__Given records__:
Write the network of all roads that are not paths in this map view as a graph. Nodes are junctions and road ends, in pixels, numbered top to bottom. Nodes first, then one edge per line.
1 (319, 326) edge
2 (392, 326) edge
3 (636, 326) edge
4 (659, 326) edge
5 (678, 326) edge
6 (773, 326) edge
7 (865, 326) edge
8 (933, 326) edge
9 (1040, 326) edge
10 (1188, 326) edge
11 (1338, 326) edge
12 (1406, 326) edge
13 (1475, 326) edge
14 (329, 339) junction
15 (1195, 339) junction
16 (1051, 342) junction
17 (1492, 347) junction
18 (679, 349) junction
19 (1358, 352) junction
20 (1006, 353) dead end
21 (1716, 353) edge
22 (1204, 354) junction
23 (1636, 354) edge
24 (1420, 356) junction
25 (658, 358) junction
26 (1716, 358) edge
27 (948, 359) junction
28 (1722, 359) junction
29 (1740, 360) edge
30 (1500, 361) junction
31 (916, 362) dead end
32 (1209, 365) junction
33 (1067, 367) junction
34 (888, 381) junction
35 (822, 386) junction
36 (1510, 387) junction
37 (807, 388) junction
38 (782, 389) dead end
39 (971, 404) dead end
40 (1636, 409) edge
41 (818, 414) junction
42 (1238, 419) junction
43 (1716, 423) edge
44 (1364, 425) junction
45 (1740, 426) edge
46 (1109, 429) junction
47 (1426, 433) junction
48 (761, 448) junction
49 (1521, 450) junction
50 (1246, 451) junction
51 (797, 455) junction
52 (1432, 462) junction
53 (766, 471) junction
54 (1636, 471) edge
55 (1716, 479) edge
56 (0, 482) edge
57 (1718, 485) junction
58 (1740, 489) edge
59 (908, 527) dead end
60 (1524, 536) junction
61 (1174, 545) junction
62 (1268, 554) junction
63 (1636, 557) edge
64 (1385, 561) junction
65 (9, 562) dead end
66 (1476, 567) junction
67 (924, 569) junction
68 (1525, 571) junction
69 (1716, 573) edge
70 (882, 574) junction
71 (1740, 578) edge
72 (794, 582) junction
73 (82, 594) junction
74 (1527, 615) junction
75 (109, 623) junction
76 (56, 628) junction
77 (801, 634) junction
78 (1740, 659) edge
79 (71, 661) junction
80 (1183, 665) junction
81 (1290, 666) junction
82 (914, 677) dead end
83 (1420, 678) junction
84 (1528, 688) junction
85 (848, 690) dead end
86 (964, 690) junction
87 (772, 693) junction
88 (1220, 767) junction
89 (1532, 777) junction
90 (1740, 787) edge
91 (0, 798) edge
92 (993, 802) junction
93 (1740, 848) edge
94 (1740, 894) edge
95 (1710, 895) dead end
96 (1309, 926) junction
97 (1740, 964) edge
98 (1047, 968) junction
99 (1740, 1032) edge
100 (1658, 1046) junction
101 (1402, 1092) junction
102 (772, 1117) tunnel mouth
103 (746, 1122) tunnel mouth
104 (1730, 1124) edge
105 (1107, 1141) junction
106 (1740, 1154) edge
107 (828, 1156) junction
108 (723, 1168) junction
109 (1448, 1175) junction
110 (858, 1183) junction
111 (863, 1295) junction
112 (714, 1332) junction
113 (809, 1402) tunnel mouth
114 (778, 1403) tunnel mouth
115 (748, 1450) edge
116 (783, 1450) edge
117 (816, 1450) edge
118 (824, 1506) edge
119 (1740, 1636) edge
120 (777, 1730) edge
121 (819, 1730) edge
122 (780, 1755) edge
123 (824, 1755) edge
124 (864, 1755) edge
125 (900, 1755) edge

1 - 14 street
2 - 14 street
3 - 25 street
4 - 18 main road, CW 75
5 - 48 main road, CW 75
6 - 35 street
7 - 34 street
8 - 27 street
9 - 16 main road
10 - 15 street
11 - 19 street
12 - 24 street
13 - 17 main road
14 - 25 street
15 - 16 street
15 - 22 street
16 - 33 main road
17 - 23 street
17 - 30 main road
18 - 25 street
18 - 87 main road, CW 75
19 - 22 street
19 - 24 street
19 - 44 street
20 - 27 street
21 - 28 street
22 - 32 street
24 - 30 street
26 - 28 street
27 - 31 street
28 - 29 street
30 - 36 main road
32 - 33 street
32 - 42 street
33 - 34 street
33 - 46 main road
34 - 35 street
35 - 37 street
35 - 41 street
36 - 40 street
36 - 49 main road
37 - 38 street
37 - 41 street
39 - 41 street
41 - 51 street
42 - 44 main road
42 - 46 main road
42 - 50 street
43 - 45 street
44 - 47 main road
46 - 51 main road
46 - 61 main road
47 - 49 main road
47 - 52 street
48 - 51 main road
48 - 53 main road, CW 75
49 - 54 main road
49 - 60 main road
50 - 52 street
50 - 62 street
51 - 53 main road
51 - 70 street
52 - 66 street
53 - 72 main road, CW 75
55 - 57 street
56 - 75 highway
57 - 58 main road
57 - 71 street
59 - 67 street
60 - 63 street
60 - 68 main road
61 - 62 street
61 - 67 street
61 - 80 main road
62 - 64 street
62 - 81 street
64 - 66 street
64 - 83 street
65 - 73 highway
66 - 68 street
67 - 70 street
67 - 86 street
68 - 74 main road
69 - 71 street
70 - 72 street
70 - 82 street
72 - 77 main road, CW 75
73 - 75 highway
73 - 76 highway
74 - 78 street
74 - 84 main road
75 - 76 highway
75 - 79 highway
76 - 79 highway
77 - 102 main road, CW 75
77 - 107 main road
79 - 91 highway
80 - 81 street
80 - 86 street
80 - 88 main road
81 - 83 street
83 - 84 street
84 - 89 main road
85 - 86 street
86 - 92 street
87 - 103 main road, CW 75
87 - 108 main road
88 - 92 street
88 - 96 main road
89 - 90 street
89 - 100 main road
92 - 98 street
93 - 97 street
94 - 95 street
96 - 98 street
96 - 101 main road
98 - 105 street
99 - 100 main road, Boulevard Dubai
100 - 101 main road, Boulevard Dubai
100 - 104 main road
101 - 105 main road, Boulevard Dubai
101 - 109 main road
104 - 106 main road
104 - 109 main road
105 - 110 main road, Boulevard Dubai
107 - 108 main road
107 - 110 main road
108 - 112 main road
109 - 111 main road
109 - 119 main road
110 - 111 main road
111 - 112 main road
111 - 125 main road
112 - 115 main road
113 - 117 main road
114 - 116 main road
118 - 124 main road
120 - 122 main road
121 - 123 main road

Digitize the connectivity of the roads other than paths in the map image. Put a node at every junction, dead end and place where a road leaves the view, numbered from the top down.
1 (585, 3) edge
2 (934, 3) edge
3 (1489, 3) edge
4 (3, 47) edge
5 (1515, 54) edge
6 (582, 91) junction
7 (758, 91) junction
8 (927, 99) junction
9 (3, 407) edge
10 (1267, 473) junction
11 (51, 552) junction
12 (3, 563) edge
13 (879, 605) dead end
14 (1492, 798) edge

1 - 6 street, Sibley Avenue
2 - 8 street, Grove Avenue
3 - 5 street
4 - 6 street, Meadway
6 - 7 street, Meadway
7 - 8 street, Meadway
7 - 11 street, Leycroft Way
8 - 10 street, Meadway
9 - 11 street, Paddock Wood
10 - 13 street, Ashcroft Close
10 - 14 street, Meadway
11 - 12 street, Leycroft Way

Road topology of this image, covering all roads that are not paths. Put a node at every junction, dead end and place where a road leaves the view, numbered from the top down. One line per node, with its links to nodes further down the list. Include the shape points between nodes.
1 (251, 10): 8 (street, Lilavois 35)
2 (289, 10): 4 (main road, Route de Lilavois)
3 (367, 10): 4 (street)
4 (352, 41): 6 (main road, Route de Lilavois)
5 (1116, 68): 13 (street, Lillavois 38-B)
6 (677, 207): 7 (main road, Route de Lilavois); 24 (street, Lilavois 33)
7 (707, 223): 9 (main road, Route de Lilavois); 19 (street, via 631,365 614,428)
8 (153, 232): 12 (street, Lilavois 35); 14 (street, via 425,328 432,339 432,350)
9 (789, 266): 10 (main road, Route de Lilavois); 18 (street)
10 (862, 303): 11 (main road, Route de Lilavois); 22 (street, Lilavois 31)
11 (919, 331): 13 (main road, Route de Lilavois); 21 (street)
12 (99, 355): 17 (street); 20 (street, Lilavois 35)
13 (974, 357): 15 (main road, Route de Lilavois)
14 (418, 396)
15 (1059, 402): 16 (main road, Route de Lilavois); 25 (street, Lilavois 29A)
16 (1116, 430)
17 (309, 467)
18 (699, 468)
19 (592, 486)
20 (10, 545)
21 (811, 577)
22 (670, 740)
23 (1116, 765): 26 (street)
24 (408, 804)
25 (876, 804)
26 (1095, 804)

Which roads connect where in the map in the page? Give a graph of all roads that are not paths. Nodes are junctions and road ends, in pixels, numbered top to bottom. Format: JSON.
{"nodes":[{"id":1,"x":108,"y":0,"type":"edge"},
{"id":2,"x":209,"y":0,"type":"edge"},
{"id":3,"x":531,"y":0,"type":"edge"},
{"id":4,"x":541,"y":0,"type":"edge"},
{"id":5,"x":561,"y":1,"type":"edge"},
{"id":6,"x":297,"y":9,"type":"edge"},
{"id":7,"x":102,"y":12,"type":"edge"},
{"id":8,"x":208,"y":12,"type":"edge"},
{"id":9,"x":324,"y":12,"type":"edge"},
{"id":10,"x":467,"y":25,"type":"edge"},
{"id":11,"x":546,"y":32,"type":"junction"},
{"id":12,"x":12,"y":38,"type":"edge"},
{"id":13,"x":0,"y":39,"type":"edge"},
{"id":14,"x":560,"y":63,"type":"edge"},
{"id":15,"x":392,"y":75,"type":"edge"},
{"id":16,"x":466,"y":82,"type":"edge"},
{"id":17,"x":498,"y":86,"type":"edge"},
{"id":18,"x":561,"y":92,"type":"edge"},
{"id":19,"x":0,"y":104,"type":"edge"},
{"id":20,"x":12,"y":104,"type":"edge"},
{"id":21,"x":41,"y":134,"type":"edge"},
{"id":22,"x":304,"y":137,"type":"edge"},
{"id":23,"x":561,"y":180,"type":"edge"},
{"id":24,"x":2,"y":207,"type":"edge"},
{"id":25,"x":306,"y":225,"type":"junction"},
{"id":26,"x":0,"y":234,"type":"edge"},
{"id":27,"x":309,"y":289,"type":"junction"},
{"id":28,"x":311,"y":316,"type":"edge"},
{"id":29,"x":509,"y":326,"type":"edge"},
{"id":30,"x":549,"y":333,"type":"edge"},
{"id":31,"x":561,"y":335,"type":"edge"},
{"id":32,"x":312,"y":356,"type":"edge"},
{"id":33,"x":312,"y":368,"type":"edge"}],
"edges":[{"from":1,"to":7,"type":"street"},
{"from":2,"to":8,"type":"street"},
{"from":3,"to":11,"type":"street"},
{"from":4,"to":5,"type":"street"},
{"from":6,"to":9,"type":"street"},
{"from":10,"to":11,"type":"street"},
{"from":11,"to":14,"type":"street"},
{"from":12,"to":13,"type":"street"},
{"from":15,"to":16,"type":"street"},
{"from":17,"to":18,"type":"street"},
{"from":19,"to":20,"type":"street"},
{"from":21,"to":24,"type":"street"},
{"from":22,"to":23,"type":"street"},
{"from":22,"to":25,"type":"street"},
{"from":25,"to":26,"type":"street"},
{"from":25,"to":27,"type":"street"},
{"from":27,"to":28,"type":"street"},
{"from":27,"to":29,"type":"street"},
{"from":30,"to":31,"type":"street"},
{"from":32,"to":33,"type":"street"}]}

__Problem to work on__: Show, from the records above, every line that includes "pixels".

__Answer space__:
Write the network of all roads that are not paths in this map view as a graph. Nodes are junctions and road ends, in pixels, numbered top to bottom. Nodes first, then one edge per line.
Which roads connect where in the map in the page? Give a graph of all roads that are not paths. Nodes are junctions and road ends, in pixels, numbered top to bottom. Format: JSON.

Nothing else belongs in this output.